Angkor Wat connections
I love going to Angkor Wat for a day. Sadly we have not been in awhile. So I cast backwards at my last time. We spent the day there with our mom wandering the temples. Finding the backwards ways in. My mom holding my hand all the way.

There’s something so epic yet so untold. Like this mystery that unfolds around me each time. It’s not the why or how any more. It’s the feeling of human connection down the ages. The Khmer god kings built wondrous connections. Now I visit them and feel this touching yet cold thing.

The stones so carefully erected and sculpted have their stories.

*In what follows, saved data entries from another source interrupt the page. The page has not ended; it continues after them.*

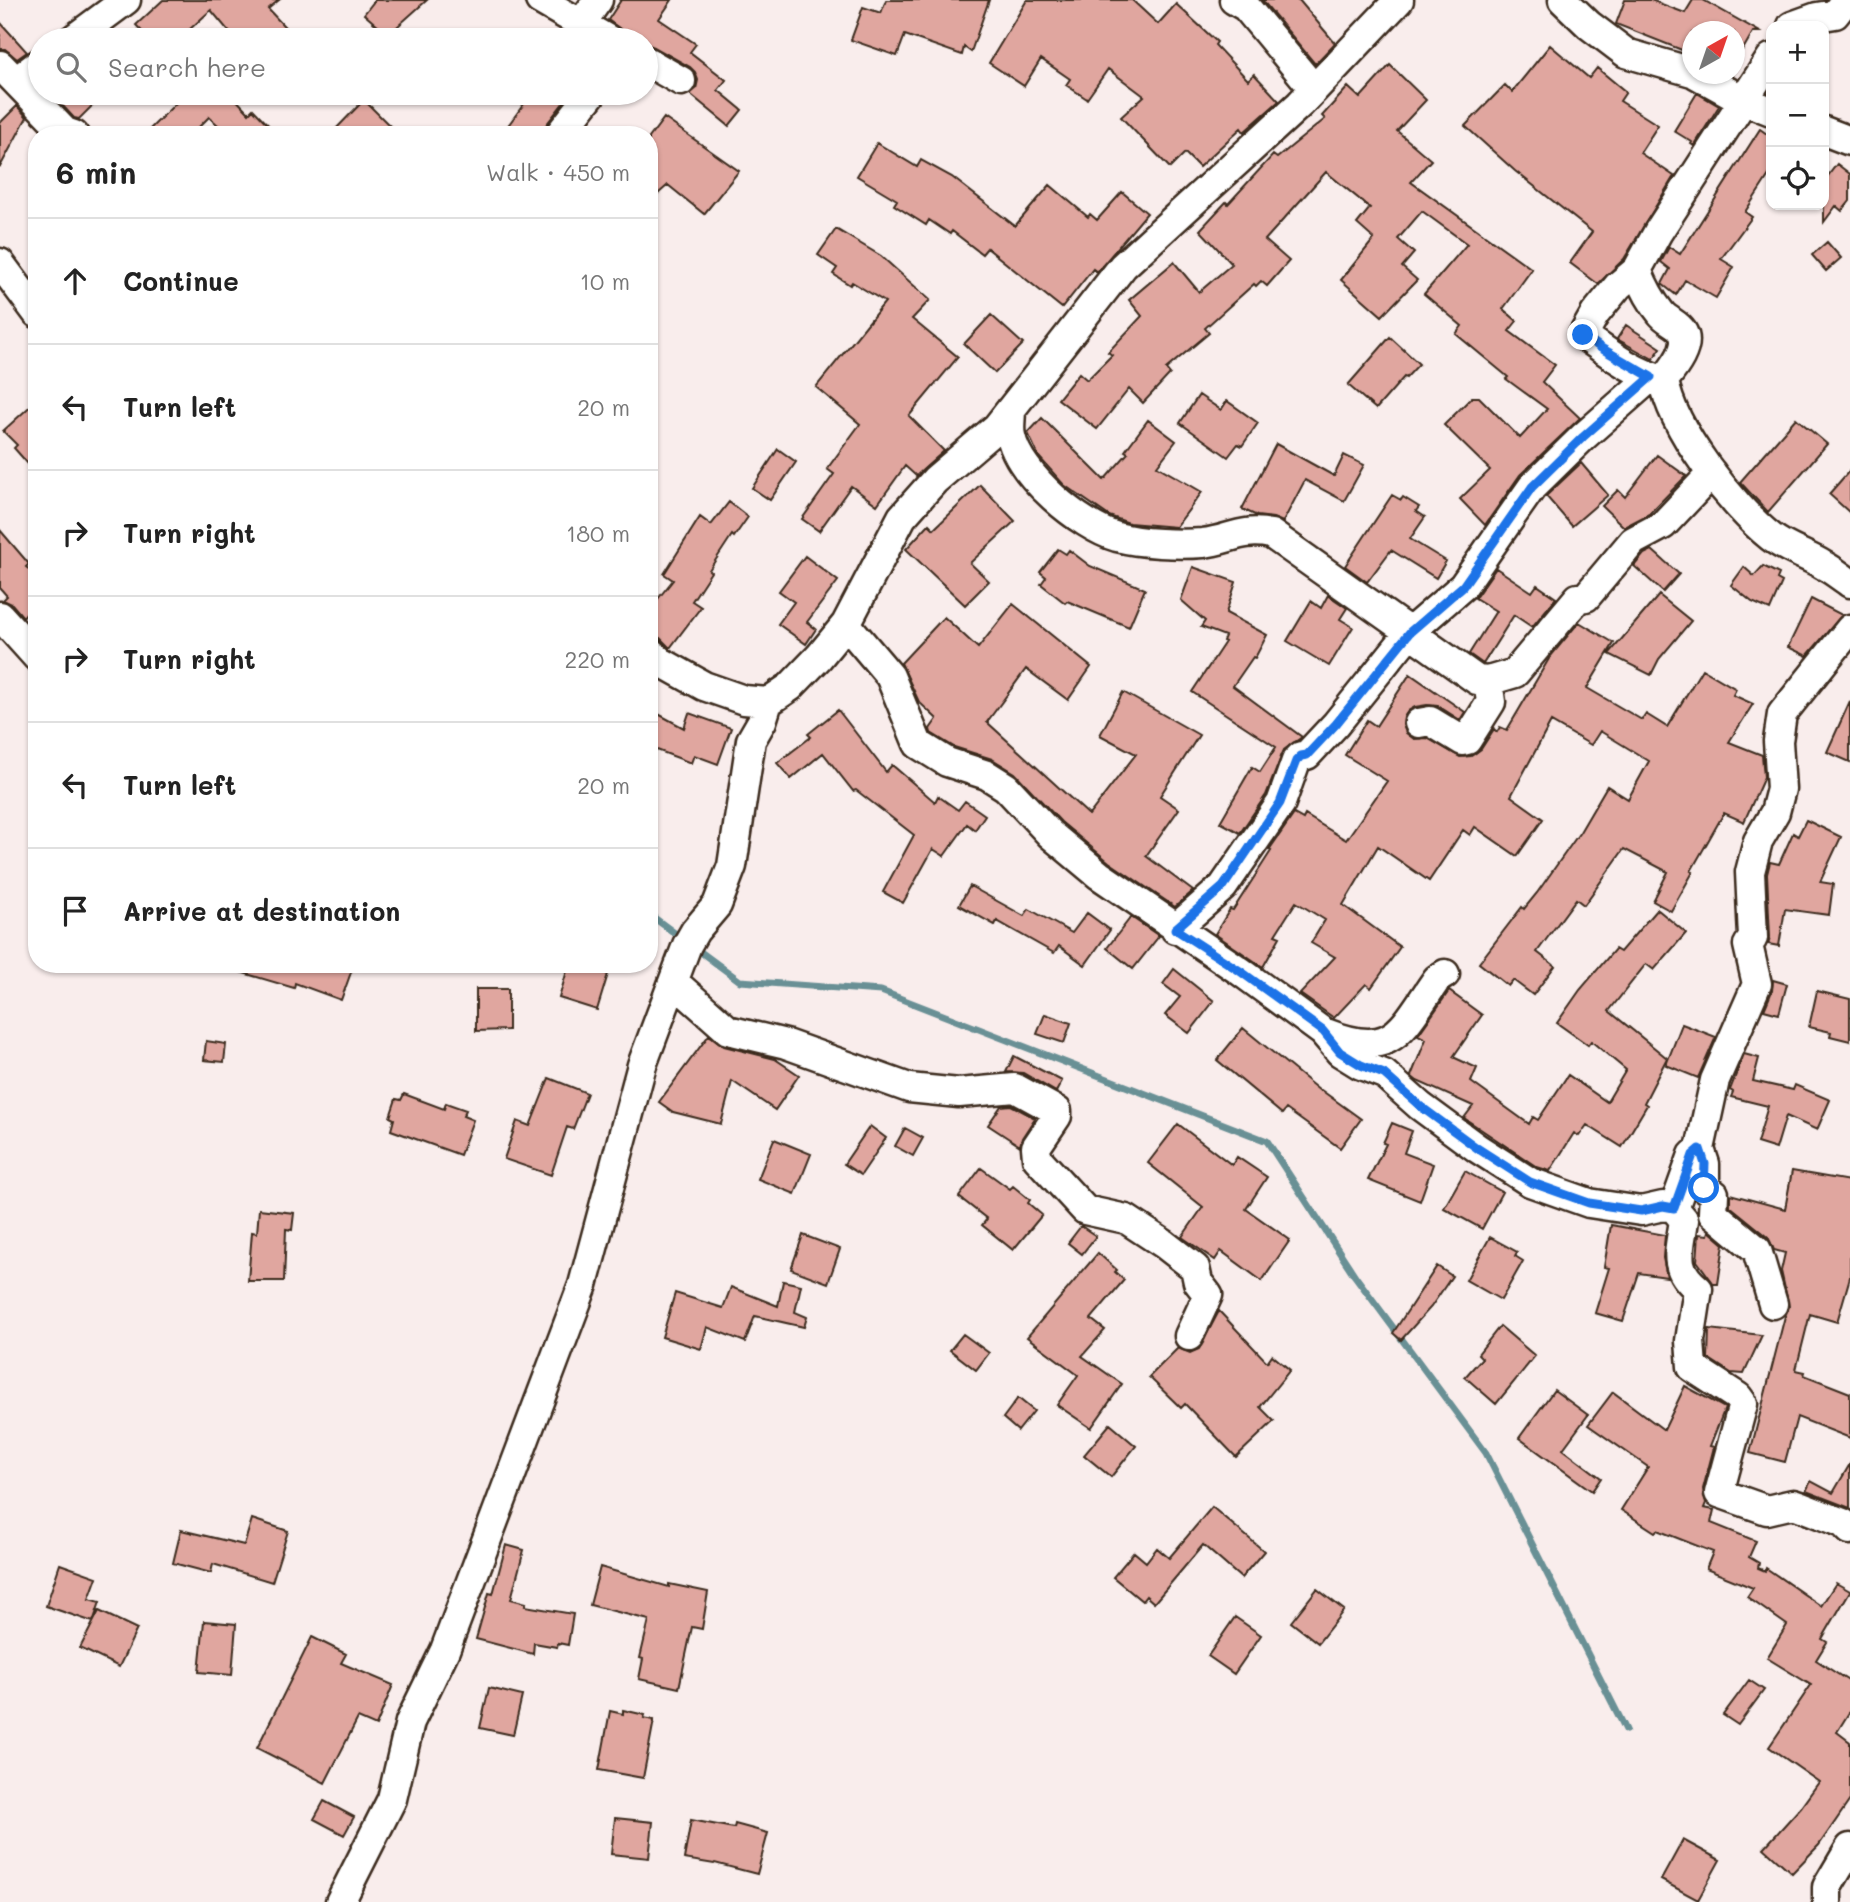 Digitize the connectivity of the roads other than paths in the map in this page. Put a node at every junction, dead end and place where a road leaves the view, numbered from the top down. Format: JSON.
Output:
{"nodes":[{"id":1,"x":126,"y":0,"type":"edge"},
{"id":2,"x":540,"y":0,"type":"edge"},
{"id":3,"x":598,"y":0,"type":"edge"},
{"id":4,"x":1234,"y":0,"type":"edge"},
{"id":5,"x":1399,"y":0,"type":"edge"},
{"id":6,"x":1563,"y":0,"type":"edge"},
{"id":7,"x":1812,"y":0,"type":"edge"},
{"id":8,"x":1846,"y":0,"type":"edge"},
{"id":9,"x":1589,"y":13,"type":"edge"},
{"id":10,"x":1796,"y":21,"type":"edge"},
{"id":11,"x":1808,"y":21,"type":"edge"},
{"id":12,"x":581,"y":24,"type":"junction"},
{"id":13,"x":88,"y":28,"type":"edge"},
{"id":14,"x":588,"y":28,"type":"edge"},
{"id":15,"x":1766,"y":66,"type":"edge"},
{"id":16,"x":28,"y":67,"type":"edge"},
{"id":17,"x":658,"y":68,"type":"edge"},
{"id":18,"x":1682,"y":69,"type":"edge"},
{"id":19,"x":8,"y":73,"type":"edge"},
{"id":20,"x":681,"y":81,"type":"dead end"},
{"id":21,"x":1714,"y":84,"type":"edge"},
{"id":22,"x":1314,"y":89,"type":"junction"},
{"id":23,"x":28,"y":94,"type":"edge"},
{"id":24,"x":1743,"y":100,"type":"junction"},
{"id":25,"x":39,"y":105,"type":"edge"},
{"id":26,"x":583,"y":105,"type":"edge"},
{"id":27,"x":1766,"y":108,"type":"edge"},
{"id":28,"x":59,"y":126,"type":"edge"},
{"id":29,"x":568,"y":126,"type":"edge"},
{"id":30,"x":1829,"y":133,"type":"edge"},
{"id":31,"x":1850,"y":141,"type":"edge"},
{"id":32,"x":0,"y":263,"type":"edge"},
{"id":33,"x":1637,"y":270,"type":"junction"},
{"id":34,"x":28,"y":301,"type":"edge"},
{"id":35,"x":1657,"y":379,"type":"junction"},
{"id":36,"x":1011,"y":409,"type":"junction"},
{"id":37,"x":1712,"y":473,"type":"junction"},
{"id":38,"x":1850,"y":583,"type":"edge"},
{"id":39,"x":0,"y":617,"type":"edge"},
{"id":40,"x":846,"y":624,"type":"junction"},
{"id":41,"x":1850,"y":629,"type":"edge"},
{"id":42,"x":1410,"y":632,"type":"junction"},
{"id":43,"x":28,"y":647,"type":"edge"},
{"id":44,"x":658,"y":659,"type":"edge"},
{"id":45,"x":1488,"y":681,"type":"junction"},
{"id":46,"x":768,"y":702,"type":"junction"},
{"id":47,"x":1419,"y":723,"type":"dead end"},
{"id":48,"x":1175,"y":929,"type":"junction"},
{"id":49,"x":1445,"y":974,"type":"dead end"},
{"id":50,"x":674,"y":982,"type":"junction"},
{"id":51,"x":1323,"y":1031,"type":"junction"},
{"id":52,"x":1700,"y":1149,"type":"junction"},
{"id":53,"x":1674,"y":1208,"type":"junction"},
{"id":54,"x":1773,"y":1304,"type":"dead end"},
{"id":55,"x":1189,"y":1336,"type":"dead end"},
{"id":56,"x":1850,"y":1530,"type":"edge"},
{"id":57,"x":1850,"y":1848,"type":"edge"},
{"id":58,"x":1826,"y":1901,"type":"edge"},
{"id":59,"x":340,"y":1902,"type":"edge"}],
"edges":[{"from":1,"to":13,"type":"street"},
{"from":2,"to":12,"type":"street"},
{"from":3,"to":12,"type":"street"},
{"from":4,"to":22,"type":"street"},
{"from":5,"to":22,"type":"street"},
{"from":6,"to":9,"type":"street"},
{"from":7,"to":10,"type":"street"},
{"from":8,"to":11,"type":"street"},
{"from":9,"to":18,"type":"street"},
{"from":12,"to":14,"type":"street"},
{"from":15,"to":24,"type":"street"},
{"from":16,"to":19,"type":"street"},
{"from":17,"to":20,"type":"street"},
{"from":19,"to":23,"type":"street"},
{"from":21,"to":24,"type":"street"},
{"from":22,"to":36,"type":"street"},
{"from":24,"to":27,"type":"street"},
{"from":24,"to":33,"type":"street"},
{"from":25,"to":28,"type":"street"},
{"from":26,"to":29,"type":"street"},
{"from":30,"to":31,"type":"street"},
{"from":32,"to":34,"type":"street"},
{"from":33,"to":35,"type":"street"},
{"from":33,"to":35,"type":"street"},
{"from":35,"to":37,"type":"street"},
{"from":35,"to":42,"type":"street"},
{"from":36,"to":40,"type":"street"},
{"from":36,"to":42,"type":"street"},
{"from":37,"to":38,"type":"street"},
{"from":37,"to":45,"type":"street"},
{"from":39,"to":43,"type":"street"},
{"from":40,"to":46,"type":"street"},
{"from":40,"to":48,"type":"street"},
{"from":41,"to":52,"type":"street"},
{"from":42,"to":45,"type":"street"},
{"from":42,"to":48,"type":"street"},
{"from":44,"to":46,"type":"street"},
{"from":45,"to":47,"type":"street"},
{"from":46,"to":50,"type":"street"},
{"from":48,"to":51,"type":"street"},
{"from":49,"to":51,"type":"street"},
{"from":50,"to":55,"type":"street"},
{"from":50,"to":59,"type":"street"},
{"from":51,"to":53,"type":"street"},
{"from":52,"to":53,"type":"street"},
{"from":52,"to":54,"type":"street"},
{"from":53,"to":56,"type":"street"},
{"from":57,"to":58,"type":"street"}]}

Over my coffee this morning I wander those photos. Each one speaks of some mysterious human condition. This finding and losing. We can dig the past but like my mentor was fond of saying
We cannot excavate ideas
They are riddles. Like those strange yet beautiful rock art sites in the small caves and rock outcrops we walked one day so long ago. RWR led us through this maze of little dry stream beds. We clambered to the sides of the canyons and found more. Sites painted in startling and vivid scenes of the same connections. The memory is so long ago but his wonder at each one was the spoke and the center piece of why I loved archeology and the doing of it. Not a dry and barren desk with conflicting project tasks. A wild day instead out in the northern Antelope Valley. This little part of the western Mojave that cut through mountains and left us to go look.

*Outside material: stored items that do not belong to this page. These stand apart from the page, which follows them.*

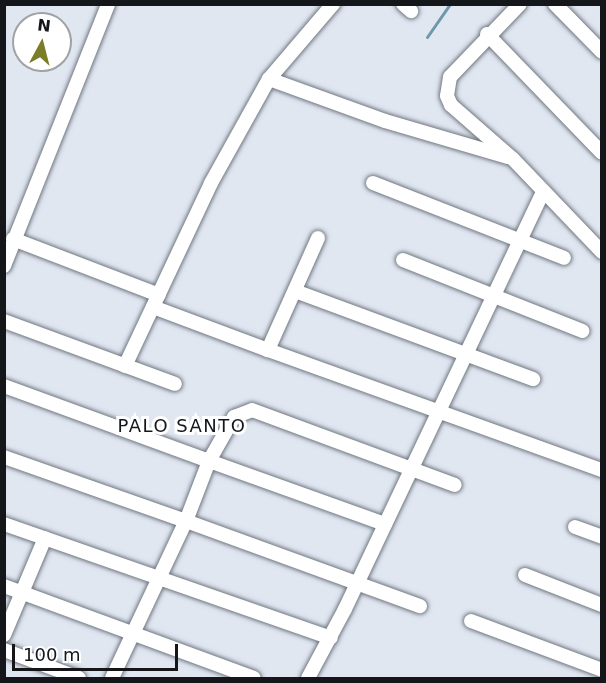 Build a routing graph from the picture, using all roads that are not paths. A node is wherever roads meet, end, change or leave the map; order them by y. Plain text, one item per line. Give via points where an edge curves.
1 (108, 4) edge
2 (333, 4) edge
3 (520, 4) edge
4 (555, 4) edge
5 (488, 34) junction
6 (602, 52) edge
7 (269, 79) junction
8 (602, 153) edge
9 (513, 159) junction
10 (373, 183) dead end
11 (543, 192) junction
12 (318, 238) dead end
13 (13, 239) junction
14 (520, 241) junction
15 (602, 252) edge
16 (564, 258) dead end
17 (403, 260) dead end
18 (4, 266) edge
19 (295, 291) junction
20 (494, 295) junction
21 (156, 301) junction
22 (4, 321) edge
23 (582, 331) dead end
24 (268, 350) junction
25 (466, 353) junction
26 (125, 366) junction
27 (533, 379) dead end
28 (175, 384) dead end
29 (4, 386) edge
30 (439, 411) junction
31 (4, 457) edge
32 (209, 461) junction
33 (411, 469) junction
34 (602, 470) edge
35 (455, 485) dead end
36 (186, 521) junction
37 (4, 524) edge
38 (384, 524) junction
39 (575, 527) dead end
40 (602, 537) edge
41 (45, 538) junction
42 (525, 574) dead end
43 (158, 578) junction
44 (356, 584) junction
45 (4, 586) edge
46 (22, 592) junction
47 (602, 605) edge
48 (420, 606) dead end
49 (471, 621) dead end
50 (132, 633) junction
51 (4, 635) edge
52 (331, 638) junction
53 (4, 651) edge
54 (602, 670) edge
55 (79, 678) edge
56 (112, 678) edge
57 (254, 678) edge
58 (308, 678) edge

1 - 13 street via 100,15 79,84
2 - 7 street
3 - 5 street
4 - 6 street
5 - 8 street
5 - 9 street via 450,76 447,96 451,105
7 - 9 street via 385,121
7 - 21 street via 211,183
9 - 11 street
10 - 14 street
11 - 14 street
11 - 15 street
12 - 19 street
13 - 18 street
13 - 21 street
14 - 16 street
14 - 20 street
17 - 20 street
19 - 24 street
19 - 25 street
20 - 23 street
20 - 25 street
21 - 24 street
21 - 26 street
22 - 26 street
24 - 30 street
25 - 27 street
25 - 30 street
26 - 28 street
29 - 32 street
30 - 33 street
30 - 34 street
31 - 36 street
32 - 33 street via 234,417 252,410
32 - 36 street
32 - 38 street
33 - 35 street
33 - 38 street
36 - 43 street
36 - 44 street
37 - 41 street
38 - 44 street
39 - 40 street
41 - 43 street
41 - 46 street
42 - 47 street
43 - 50 street
43 - 52 street
44 - 48 street
44 - 52 street
45 - 46 street
46 - 50 street
46 - 51 street
49 - 54 street
50 - 56 street
50 - 57 street
52 - 58 street
53 - 55 street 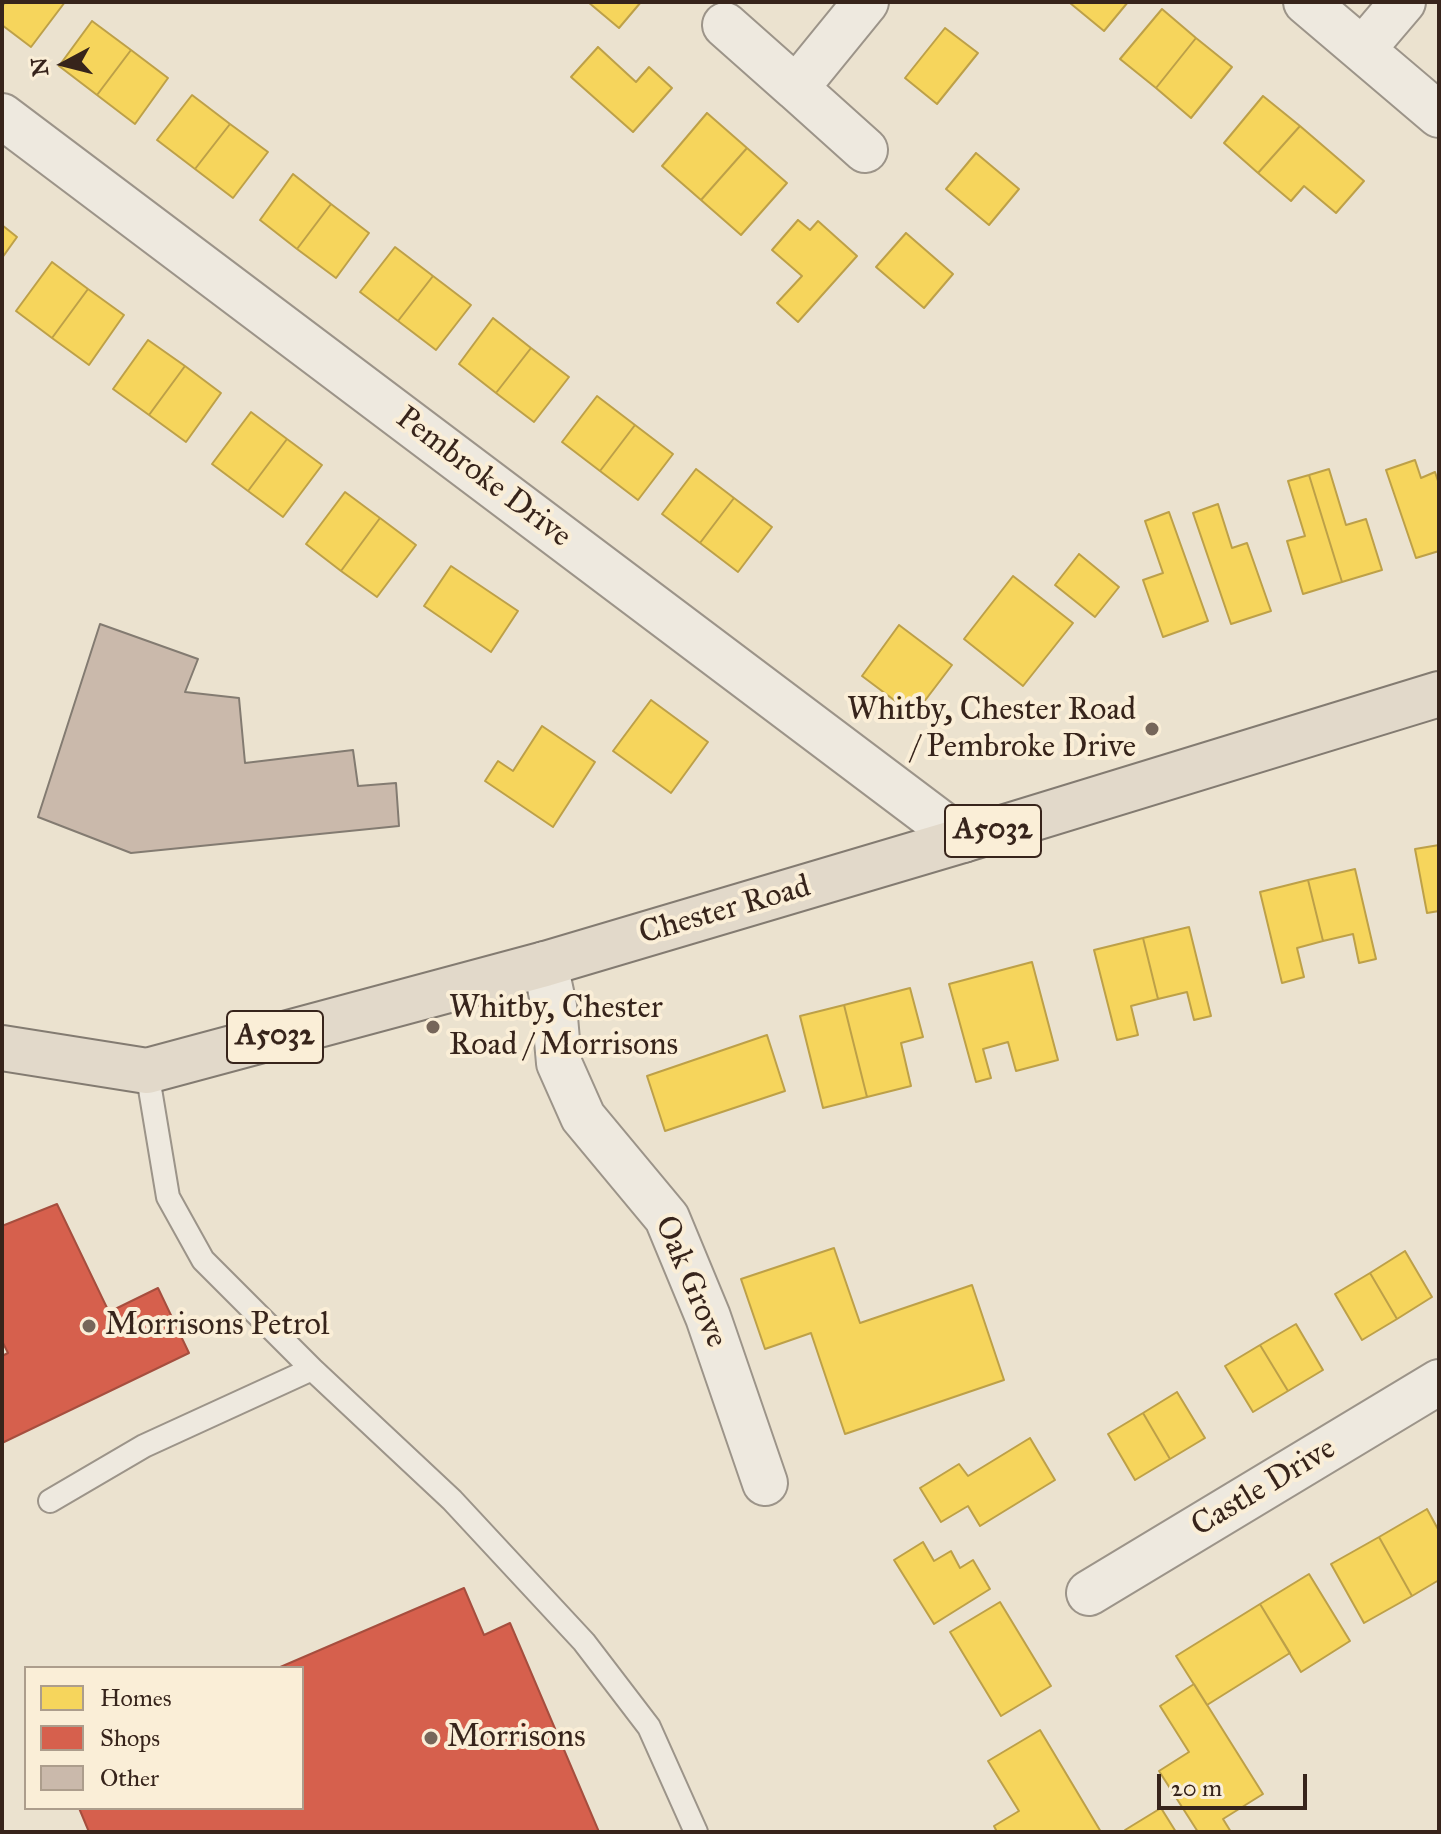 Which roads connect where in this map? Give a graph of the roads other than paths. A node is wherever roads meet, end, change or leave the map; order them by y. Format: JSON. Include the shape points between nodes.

From there to here. It’s the connections I told someone. Some bad and some good. I found some lately I only had suspected. A person in my life once that has since become another thing. I understand how but not why.
But like I said how and why stopped mattering that day in Angkor Wat. And perhaps long ago as we walked we only marveled at the connections extending the ages to our gasps and sighs.
Visit Angkor Wat. Ask the how and why questions. Mostly look at yourself and see our human condition and connection. You won’t regret it.
See ya later.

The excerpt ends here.